Lambert writes for Tabletmag.com: “But Judaism goes much further than most faiths in specifying the limits of proper speech. It’s not just that Jews are enjoined to avoid nivul peh—obscene speech—by authorities like Maimonides, who taught that “we must not imitate the songs and tales of ignorant and lascivious people” (Songs and Tales of Ignorant and Lascivious People would actually be a pretty good title for a comedy podcast). Beyond that, according to the rules laid out by Israel Meir Kagan, the Chofetz Chaim, in the 19th century, a pious Jew shouldn’t speak negatively about the skills of a tradesperson, shouldn’t make derisive hand gestures, shouldn’t speak negatively about Jews of any kind, shouldn’t ridicule an ignoramus.”

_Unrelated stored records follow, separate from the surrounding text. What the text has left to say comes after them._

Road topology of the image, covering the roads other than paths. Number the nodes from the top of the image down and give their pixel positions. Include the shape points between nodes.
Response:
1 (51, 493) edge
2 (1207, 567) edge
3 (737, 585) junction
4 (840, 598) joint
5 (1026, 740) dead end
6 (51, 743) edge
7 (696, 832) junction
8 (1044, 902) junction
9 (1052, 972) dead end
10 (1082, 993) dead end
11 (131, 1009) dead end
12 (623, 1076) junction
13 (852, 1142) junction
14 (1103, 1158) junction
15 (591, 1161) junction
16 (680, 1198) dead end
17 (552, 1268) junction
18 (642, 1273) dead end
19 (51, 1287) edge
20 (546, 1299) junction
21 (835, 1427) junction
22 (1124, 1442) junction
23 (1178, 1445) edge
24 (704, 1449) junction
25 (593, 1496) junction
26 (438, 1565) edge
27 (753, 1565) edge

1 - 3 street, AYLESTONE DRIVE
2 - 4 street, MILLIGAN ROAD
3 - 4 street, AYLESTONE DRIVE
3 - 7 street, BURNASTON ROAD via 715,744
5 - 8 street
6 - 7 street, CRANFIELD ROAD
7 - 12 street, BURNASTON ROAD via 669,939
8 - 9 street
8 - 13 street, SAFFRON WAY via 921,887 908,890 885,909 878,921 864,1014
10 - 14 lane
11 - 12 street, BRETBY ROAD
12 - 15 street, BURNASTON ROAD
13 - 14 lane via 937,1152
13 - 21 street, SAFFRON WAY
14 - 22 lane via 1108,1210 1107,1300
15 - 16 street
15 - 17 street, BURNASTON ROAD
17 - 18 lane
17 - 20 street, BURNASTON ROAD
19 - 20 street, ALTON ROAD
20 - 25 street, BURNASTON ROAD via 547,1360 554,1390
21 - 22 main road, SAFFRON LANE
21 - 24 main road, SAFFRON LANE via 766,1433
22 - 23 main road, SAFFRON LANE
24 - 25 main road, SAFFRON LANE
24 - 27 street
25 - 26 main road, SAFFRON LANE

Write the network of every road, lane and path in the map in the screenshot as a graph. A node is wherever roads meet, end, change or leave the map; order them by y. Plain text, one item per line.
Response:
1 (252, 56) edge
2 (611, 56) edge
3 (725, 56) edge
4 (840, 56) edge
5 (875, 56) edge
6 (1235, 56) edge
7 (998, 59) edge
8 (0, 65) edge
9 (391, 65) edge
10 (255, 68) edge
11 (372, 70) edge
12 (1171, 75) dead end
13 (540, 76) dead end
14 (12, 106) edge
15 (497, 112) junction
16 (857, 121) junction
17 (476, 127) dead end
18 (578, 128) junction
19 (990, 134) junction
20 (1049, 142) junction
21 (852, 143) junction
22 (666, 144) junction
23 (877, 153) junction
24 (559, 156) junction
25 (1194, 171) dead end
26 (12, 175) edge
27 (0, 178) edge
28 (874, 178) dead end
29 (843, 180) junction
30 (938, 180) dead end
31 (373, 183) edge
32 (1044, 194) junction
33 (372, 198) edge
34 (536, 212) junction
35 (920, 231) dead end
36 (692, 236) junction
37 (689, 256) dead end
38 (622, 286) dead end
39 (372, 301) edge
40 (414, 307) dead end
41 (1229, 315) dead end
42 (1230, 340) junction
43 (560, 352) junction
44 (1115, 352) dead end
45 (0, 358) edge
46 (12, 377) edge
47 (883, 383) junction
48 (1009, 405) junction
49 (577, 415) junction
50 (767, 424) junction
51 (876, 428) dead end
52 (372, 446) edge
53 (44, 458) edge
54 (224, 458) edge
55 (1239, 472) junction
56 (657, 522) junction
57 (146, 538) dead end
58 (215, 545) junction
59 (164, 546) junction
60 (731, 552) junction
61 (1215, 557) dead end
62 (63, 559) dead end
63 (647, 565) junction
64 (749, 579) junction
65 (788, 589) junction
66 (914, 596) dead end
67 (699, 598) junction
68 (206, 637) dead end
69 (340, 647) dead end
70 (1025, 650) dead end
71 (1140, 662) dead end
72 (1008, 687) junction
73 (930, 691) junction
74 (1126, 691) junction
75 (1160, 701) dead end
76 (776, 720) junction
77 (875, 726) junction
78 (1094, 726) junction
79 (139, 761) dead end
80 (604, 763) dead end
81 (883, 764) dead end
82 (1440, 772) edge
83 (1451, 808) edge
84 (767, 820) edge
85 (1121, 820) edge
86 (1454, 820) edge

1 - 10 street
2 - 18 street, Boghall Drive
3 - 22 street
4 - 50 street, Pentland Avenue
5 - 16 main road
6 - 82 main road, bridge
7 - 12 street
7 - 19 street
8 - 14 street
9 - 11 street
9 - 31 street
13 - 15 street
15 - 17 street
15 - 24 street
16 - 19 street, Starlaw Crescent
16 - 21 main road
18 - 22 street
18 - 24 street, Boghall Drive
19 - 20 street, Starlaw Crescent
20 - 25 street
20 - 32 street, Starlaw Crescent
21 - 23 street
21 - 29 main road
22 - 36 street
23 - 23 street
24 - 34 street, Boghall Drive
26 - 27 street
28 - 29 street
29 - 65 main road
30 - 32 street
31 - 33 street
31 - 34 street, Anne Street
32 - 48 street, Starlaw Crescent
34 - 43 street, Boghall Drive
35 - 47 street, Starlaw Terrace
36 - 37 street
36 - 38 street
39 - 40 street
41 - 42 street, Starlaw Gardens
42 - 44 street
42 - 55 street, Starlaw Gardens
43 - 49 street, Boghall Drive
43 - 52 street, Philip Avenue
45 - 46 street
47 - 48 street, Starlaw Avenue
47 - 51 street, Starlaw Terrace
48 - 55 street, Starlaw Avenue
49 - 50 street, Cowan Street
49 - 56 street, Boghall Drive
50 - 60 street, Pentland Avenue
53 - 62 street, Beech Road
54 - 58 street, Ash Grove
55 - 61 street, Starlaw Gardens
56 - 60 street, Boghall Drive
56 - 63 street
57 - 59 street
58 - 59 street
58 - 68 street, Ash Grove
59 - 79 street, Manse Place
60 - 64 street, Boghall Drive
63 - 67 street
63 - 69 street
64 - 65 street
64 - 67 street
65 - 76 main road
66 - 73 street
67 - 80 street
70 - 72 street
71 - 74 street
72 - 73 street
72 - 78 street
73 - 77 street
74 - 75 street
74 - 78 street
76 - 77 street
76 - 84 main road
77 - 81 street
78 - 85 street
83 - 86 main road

This is not an accurate summary of Judaism’s teachings on speech. A glance at the Hebrew Bible finds many examples of frank and direct talk about the sex lives of specific persons. The Song of Songs is one long erotic song. The Talmud overflows with explicit sex talk about specific persons and it is filled with denunciation of the ignoramus (the “am haaretz” aka the people of the land).
Lambert’s summary of Judaism’s position on speech is silly. The Chofetz Chaim does not embody Judaism’s approach to speech, rather, he gives a far-out and non-representative take by using aggadata (stories) as halacha (law) and his most famous sefer (book) “Chofetz Chaim” was widely mocked when it came out. Only ignorant Jews regard it as a binding compilation of Judaism’s laws of speech.
There are so many different opinions within Judaism on what is lashon hara that the concept is not much use except to condemn people we don’t like.
Unfortunately, the Chofetz Chaim is widely influential in Orthodox life regarding speech, more influential than any other rabbi, but only the ignorant regarding him as representative of Judaism’s teachings on proper speech. It is fascinating to see how this book has become so influential when it is so silly. Because we live in an era of extremes, I suppose, and this is the most extreme approach to proper speech possible in Judaism.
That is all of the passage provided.